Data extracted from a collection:
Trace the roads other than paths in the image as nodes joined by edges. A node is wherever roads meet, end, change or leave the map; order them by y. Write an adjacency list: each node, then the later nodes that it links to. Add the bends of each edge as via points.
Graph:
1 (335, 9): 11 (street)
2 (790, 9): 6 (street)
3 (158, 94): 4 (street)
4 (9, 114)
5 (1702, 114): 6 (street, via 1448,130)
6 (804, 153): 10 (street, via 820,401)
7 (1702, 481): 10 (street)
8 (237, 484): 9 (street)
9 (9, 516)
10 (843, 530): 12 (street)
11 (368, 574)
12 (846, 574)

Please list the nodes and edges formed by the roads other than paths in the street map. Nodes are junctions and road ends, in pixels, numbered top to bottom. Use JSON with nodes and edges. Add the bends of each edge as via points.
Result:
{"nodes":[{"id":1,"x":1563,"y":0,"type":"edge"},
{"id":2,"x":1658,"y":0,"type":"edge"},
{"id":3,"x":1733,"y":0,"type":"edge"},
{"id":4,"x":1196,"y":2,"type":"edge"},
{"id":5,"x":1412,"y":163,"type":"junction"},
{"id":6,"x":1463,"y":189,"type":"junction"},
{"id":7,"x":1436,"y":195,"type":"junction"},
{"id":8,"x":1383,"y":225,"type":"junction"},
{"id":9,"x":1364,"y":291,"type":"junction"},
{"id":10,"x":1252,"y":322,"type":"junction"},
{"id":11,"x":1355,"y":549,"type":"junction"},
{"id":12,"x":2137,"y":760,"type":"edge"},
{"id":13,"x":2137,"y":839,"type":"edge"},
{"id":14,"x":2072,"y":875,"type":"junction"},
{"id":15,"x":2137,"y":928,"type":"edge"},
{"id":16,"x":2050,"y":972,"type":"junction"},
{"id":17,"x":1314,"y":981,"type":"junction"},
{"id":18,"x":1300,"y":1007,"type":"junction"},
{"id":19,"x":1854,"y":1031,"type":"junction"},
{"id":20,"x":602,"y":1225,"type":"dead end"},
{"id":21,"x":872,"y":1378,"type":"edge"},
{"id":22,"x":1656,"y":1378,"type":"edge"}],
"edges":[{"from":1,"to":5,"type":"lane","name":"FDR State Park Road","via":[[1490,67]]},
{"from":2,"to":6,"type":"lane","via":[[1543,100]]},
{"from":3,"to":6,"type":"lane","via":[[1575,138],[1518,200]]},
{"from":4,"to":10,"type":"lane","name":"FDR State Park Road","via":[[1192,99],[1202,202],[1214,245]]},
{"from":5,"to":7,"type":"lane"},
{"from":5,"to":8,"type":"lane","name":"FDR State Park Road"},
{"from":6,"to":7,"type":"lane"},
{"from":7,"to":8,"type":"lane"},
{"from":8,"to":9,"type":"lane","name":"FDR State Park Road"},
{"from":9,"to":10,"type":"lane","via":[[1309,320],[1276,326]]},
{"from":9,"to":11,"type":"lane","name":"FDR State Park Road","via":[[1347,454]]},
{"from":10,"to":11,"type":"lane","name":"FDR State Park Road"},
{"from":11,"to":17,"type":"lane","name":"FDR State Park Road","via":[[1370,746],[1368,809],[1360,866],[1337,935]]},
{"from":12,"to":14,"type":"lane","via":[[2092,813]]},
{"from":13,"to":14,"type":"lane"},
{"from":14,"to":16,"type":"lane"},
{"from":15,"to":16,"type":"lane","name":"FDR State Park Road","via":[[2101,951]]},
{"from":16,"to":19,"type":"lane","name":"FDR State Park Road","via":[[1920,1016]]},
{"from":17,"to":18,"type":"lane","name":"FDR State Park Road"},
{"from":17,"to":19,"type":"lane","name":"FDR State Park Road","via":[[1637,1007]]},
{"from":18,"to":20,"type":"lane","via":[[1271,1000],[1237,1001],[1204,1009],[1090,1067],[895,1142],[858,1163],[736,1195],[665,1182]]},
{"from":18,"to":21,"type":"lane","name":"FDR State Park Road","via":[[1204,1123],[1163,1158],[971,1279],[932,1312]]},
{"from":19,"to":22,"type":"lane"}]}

Problem to work on ▸
Each line from the top of the entries above through the line containing "Please list the" must be transcribed exactly, and no other line may appear.

Written solution ▸
Trace the roads other than paths in the image as nodes joined by edges. A node is wherever roads meet, end, change or leave the map; order them by y. Write an adjacency list: each node, then the later nodes that it links to. Add the bends of each edge as via points.
Graph:
1 (335, 9): 11 (street)
2 (790, 9): 6 (street)
3 (158, 94): 4 (street)
4 (9, 114)
5 (1702, 114): 6 (street, via 1448,130)
6 (804, 153): 10 (street, via 820,401)
7 (1702, 481): 10 (street)
8 (237, 484): 9 (street)
9 (9, 516)
10 (843, 530): 12 (street)
11 (368, 574)
12 (846, 574)

Please list the nodes and edges formed by the roads other than paths in the street map. Nodes are junctions and road ends, in pixels, numbered top to bottom. Use JSON with nodes and edges. Add the bends of each edge as via points.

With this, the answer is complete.